→ GIVEN INFORMATION

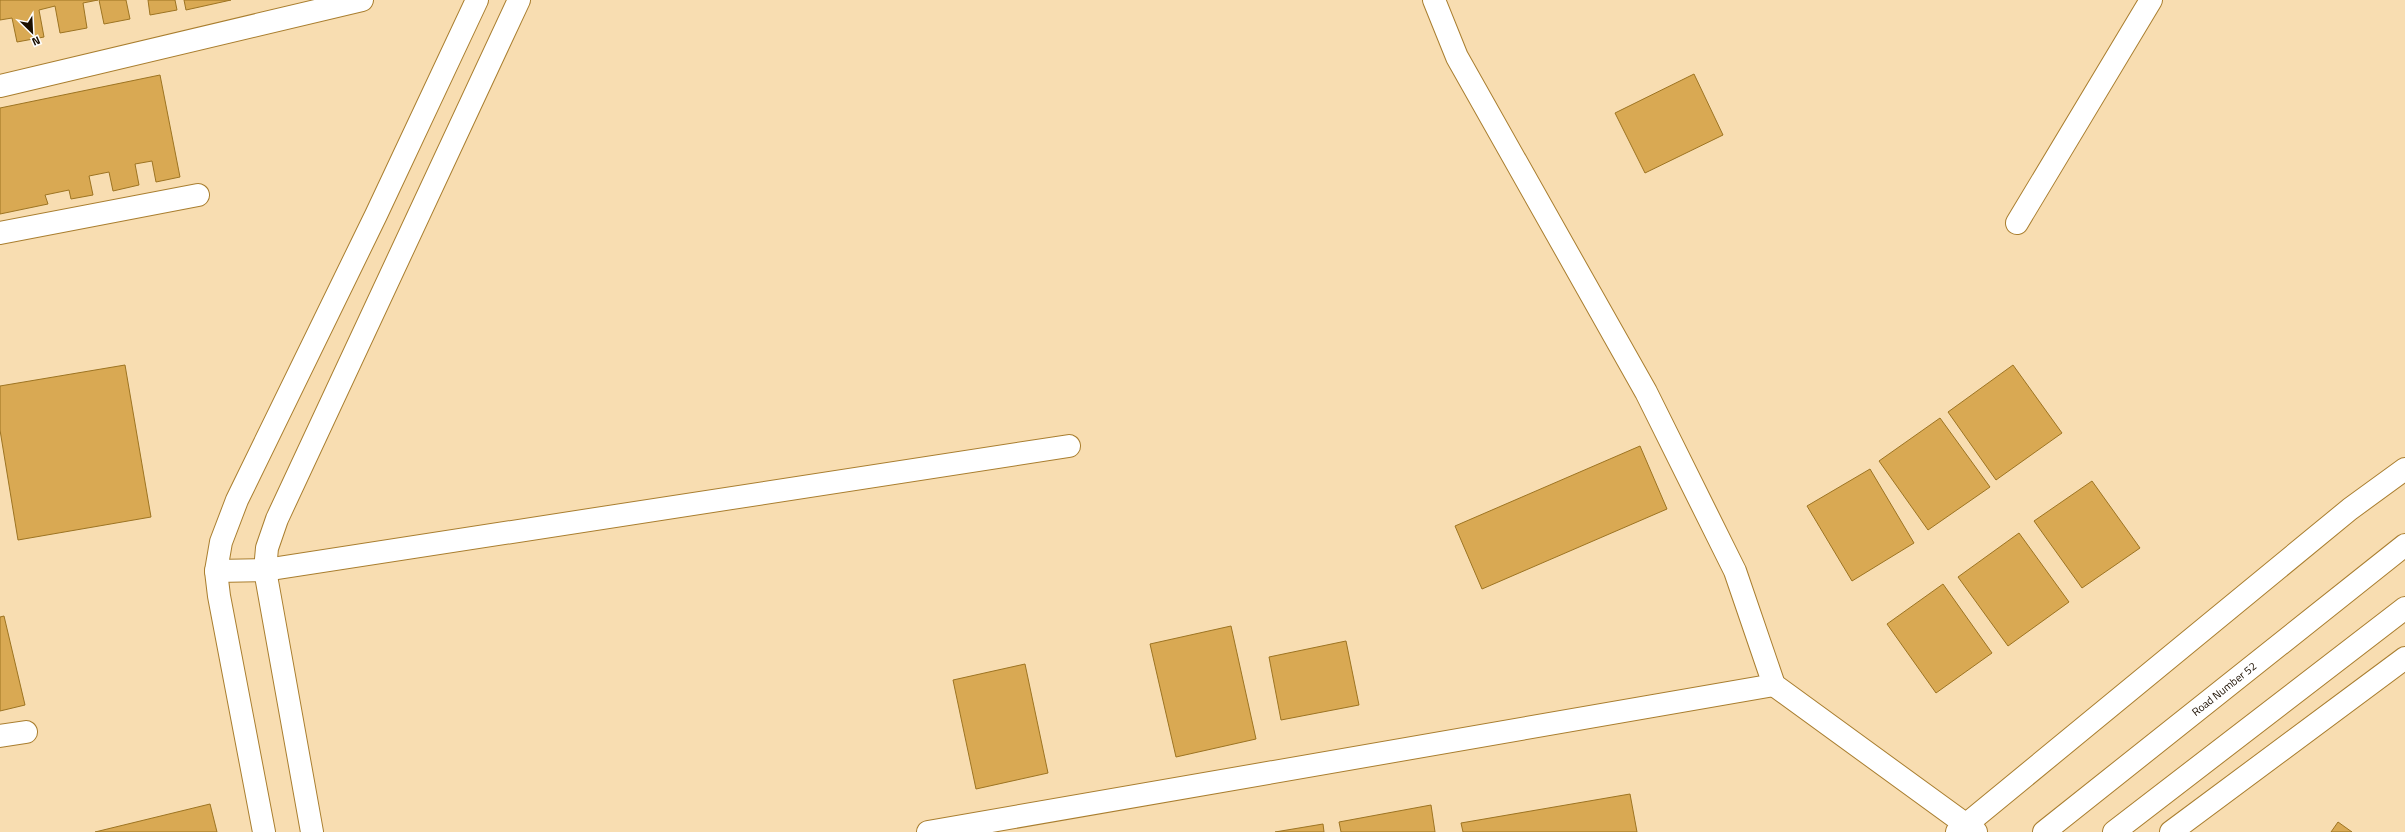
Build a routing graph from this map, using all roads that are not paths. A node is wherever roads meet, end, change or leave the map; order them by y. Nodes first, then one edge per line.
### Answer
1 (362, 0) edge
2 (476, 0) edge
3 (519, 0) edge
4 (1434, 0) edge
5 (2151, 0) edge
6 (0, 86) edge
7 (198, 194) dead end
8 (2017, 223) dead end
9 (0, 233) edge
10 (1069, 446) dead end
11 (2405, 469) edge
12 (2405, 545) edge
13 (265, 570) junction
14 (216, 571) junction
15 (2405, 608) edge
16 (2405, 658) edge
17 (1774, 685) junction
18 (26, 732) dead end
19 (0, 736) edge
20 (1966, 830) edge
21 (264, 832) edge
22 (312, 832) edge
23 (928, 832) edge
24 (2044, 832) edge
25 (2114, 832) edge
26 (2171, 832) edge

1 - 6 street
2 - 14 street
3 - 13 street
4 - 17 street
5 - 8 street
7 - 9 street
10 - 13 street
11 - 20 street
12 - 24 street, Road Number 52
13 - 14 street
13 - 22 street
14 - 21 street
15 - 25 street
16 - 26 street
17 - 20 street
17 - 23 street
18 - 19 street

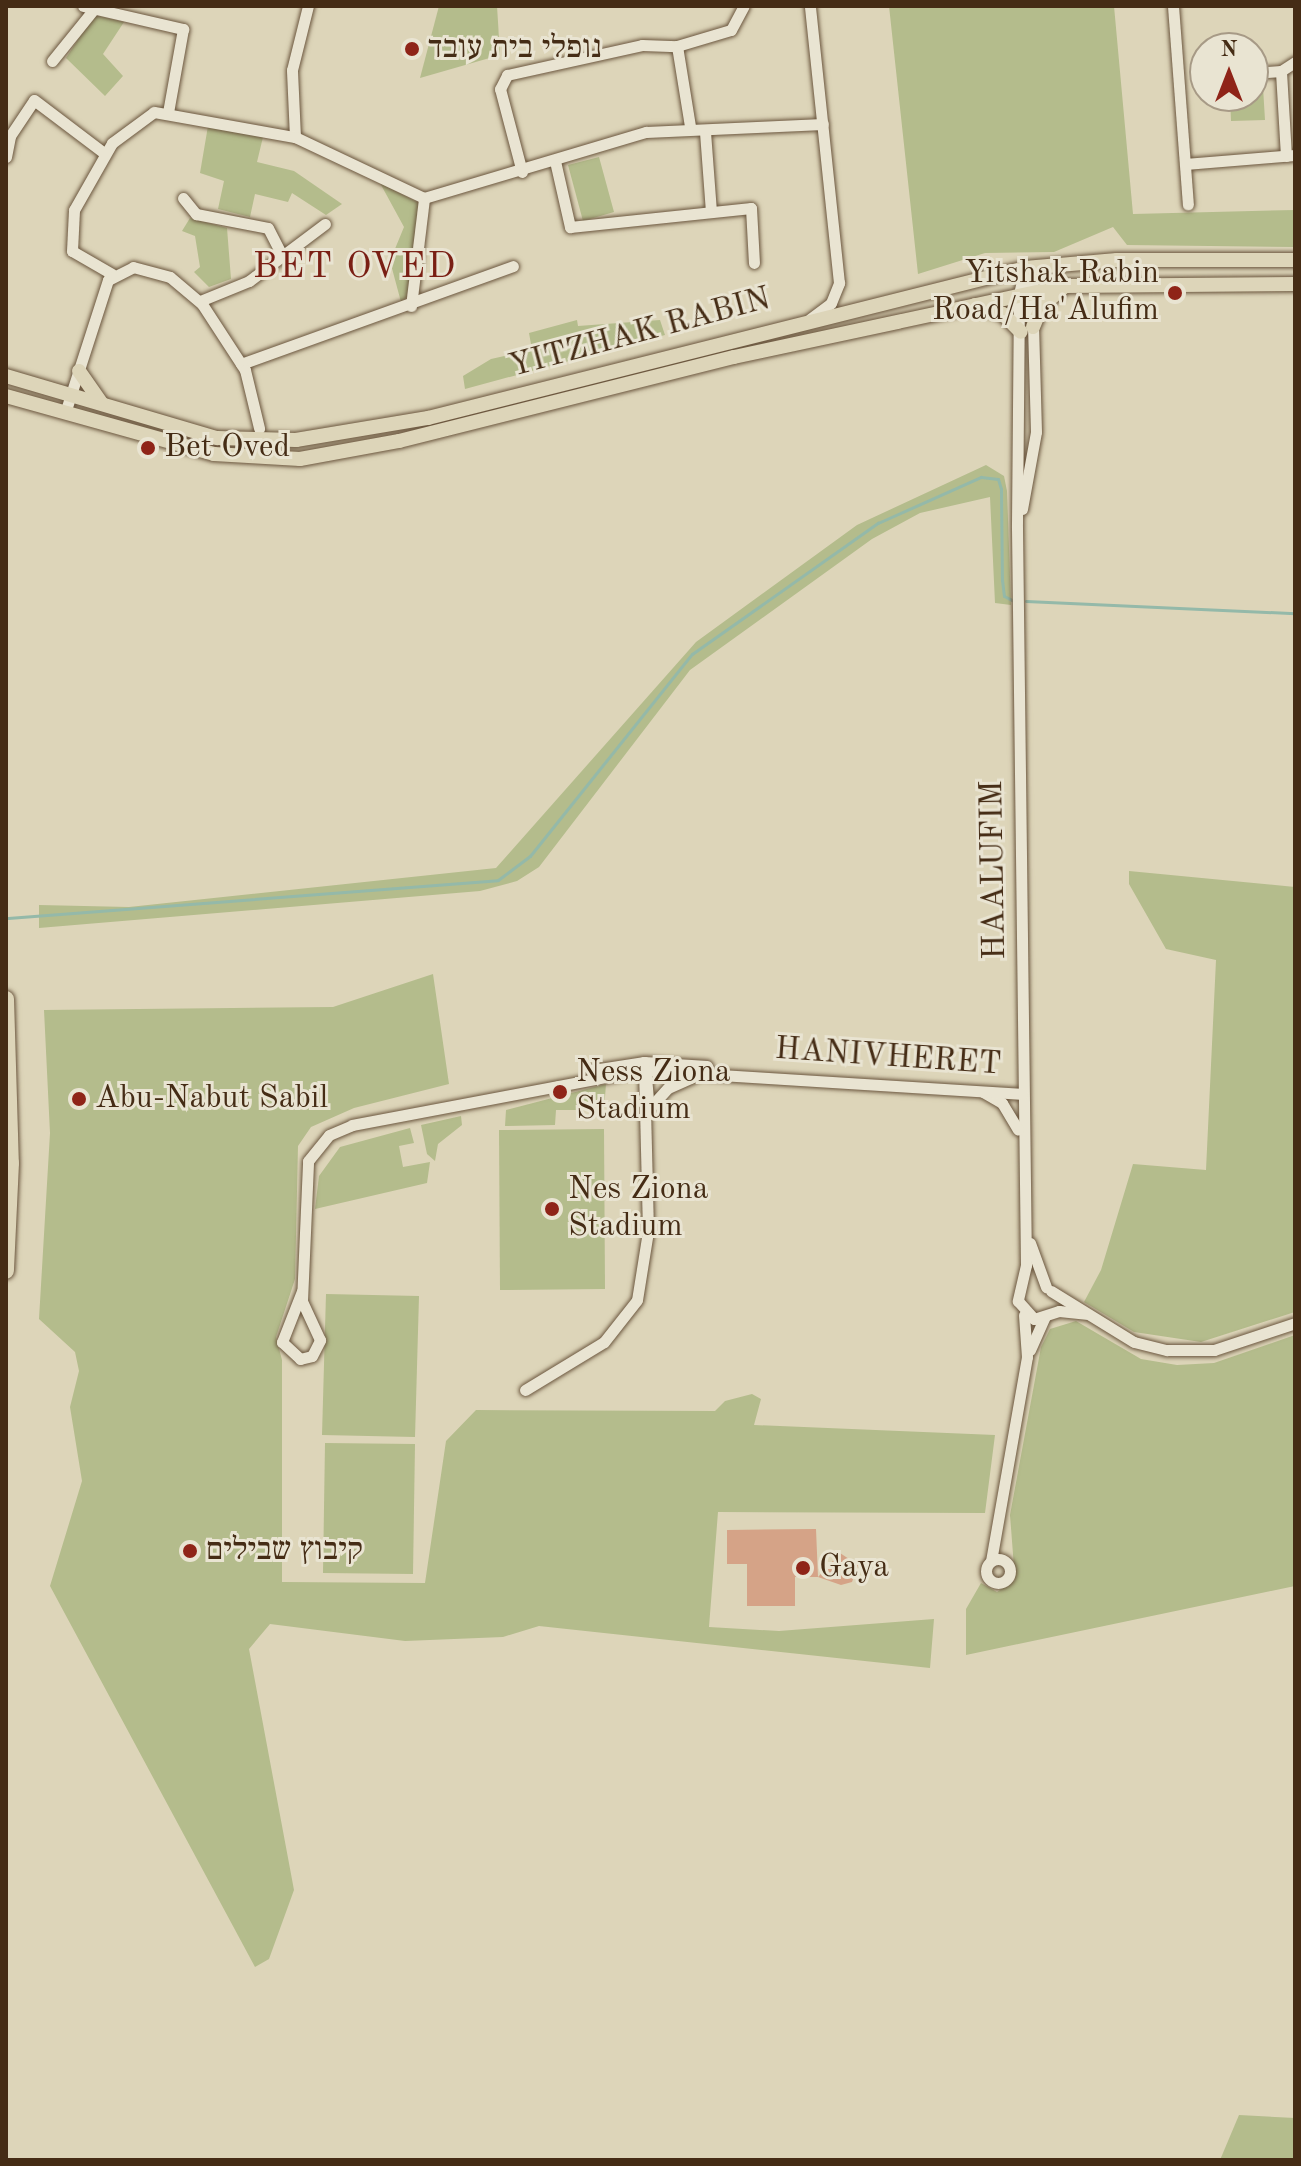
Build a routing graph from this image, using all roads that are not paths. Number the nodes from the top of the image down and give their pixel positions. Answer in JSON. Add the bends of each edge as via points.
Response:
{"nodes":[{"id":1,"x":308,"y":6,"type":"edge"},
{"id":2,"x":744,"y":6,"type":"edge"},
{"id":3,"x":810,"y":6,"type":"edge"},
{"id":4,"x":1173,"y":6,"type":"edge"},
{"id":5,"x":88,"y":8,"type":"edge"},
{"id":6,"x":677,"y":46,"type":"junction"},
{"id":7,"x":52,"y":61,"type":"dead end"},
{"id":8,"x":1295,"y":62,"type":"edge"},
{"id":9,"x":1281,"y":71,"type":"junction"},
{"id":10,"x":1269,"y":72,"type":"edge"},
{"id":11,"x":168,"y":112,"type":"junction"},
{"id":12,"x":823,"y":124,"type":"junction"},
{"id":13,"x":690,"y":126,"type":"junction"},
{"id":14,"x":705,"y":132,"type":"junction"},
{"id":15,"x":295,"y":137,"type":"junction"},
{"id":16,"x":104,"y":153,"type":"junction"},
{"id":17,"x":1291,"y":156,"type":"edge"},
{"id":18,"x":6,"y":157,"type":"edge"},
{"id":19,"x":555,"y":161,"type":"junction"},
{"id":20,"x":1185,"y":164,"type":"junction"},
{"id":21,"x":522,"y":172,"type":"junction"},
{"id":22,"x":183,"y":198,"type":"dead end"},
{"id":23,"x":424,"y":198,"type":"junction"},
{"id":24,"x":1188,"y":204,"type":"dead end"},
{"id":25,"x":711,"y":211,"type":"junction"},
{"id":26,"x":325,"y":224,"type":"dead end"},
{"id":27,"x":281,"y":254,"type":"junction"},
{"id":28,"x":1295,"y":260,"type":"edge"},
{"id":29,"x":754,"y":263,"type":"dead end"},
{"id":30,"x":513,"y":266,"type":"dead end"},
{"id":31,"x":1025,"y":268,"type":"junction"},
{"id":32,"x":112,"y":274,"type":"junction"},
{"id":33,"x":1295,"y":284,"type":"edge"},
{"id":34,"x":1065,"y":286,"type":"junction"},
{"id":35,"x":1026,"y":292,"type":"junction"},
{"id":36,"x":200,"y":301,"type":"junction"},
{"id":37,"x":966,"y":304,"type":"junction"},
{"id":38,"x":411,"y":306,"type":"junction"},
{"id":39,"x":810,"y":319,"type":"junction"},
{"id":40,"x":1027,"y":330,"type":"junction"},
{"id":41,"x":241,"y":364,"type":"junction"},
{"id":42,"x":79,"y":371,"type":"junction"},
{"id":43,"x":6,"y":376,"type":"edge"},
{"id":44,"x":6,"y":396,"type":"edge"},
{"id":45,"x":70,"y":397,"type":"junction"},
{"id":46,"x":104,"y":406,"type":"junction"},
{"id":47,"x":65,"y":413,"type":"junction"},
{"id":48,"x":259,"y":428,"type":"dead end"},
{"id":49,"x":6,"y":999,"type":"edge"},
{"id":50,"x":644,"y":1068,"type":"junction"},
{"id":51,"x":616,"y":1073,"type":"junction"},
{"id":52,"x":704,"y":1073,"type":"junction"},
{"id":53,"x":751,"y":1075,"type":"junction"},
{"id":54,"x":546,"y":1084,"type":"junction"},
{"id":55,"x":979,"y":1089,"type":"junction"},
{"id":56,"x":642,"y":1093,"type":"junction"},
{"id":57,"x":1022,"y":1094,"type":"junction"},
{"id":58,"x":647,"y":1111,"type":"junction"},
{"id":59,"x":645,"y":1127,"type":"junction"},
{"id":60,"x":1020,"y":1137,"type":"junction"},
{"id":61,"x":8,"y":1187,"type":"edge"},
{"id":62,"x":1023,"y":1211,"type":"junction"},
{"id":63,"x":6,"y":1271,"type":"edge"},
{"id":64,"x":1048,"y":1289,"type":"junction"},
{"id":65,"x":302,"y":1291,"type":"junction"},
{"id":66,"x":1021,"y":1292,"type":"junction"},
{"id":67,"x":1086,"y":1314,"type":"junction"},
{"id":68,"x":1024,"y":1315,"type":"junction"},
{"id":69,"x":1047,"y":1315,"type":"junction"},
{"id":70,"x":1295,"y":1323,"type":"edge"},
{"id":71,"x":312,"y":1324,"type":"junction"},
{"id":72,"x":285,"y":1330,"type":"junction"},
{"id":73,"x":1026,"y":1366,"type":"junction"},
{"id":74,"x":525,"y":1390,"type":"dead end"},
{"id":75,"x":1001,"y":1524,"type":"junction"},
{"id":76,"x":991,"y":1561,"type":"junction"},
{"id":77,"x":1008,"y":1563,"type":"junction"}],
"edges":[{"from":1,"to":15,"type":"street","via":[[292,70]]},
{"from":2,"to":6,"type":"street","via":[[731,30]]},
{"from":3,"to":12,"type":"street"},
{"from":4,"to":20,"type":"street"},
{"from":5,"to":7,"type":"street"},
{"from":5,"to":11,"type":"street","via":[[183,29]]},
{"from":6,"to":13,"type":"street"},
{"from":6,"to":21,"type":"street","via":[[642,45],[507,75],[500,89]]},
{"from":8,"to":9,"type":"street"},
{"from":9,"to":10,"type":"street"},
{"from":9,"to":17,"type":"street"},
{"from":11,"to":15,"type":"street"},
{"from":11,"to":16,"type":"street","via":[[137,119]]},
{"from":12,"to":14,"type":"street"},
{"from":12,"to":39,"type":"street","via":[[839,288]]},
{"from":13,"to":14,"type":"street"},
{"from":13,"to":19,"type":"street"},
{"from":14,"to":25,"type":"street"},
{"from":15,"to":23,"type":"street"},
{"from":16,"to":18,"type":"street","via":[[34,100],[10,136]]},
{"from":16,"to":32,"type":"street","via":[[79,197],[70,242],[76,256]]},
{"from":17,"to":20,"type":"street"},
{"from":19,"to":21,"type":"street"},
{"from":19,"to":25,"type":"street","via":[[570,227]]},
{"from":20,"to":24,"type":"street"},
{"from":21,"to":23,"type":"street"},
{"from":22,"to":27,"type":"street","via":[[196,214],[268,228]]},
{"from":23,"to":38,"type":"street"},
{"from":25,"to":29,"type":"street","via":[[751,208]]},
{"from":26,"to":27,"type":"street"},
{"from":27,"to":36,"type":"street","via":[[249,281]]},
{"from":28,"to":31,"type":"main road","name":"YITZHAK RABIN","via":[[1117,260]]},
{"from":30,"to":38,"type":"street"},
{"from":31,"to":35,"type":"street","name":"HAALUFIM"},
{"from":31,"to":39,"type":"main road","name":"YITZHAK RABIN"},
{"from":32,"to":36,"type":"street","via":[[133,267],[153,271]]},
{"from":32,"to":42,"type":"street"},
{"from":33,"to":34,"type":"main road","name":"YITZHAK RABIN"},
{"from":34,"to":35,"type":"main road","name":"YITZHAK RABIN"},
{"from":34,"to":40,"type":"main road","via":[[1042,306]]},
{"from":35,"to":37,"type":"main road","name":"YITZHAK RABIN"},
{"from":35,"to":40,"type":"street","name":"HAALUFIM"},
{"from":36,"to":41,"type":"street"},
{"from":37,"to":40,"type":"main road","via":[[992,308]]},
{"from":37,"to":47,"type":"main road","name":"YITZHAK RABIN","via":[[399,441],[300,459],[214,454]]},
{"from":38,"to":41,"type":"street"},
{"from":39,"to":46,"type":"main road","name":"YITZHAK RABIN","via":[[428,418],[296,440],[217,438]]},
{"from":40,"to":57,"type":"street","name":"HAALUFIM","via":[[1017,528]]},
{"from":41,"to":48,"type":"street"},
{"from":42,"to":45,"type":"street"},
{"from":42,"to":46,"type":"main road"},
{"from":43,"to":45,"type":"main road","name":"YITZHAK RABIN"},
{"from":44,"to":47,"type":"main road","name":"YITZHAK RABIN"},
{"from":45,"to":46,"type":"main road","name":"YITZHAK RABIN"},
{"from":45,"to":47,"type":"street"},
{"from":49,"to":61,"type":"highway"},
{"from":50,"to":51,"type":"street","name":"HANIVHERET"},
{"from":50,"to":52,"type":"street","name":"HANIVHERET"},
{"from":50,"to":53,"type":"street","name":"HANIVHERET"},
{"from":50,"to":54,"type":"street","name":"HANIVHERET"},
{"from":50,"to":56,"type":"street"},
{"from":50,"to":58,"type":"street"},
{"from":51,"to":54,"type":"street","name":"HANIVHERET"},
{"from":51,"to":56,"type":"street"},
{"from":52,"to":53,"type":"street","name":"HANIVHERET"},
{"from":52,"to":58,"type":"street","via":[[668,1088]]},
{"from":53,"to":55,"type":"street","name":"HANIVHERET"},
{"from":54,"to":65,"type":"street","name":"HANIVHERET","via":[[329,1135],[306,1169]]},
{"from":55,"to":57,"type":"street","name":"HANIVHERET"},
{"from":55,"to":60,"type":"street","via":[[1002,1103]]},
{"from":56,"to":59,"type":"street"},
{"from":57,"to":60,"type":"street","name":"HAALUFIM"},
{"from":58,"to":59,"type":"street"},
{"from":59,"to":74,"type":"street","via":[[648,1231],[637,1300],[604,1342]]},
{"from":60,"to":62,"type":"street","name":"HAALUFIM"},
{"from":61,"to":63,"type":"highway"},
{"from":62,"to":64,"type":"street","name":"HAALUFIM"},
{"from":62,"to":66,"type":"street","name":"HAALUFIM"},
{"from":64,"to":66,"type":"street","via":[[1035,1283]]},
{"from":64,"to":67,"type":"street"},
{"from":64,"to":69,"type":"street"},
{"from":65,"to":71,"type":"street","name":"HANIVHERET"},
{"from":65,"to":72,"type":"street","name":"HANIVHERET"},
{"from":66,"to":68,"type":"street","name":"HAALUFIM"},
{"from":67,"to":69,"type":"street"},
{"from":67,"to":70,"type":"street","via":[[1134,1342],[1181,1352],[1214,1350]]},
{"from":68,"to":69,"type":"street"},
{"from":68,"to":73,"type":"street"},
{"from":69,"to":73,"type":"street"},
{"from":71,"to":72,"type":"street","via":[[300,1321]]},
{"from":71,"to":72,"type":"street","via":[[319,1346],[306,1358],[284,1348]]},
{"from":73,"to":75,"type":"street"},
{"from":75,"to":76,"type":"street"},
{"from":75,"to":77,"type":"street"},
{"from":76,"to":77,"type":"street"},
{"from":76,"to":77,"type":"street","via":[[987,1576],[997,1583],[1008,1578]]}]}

→ REQUIRED ACTION
Within the listing above, work out how many lines hold "HANIVHERET", and answer with that number only.

→ TASK RESPONSE
11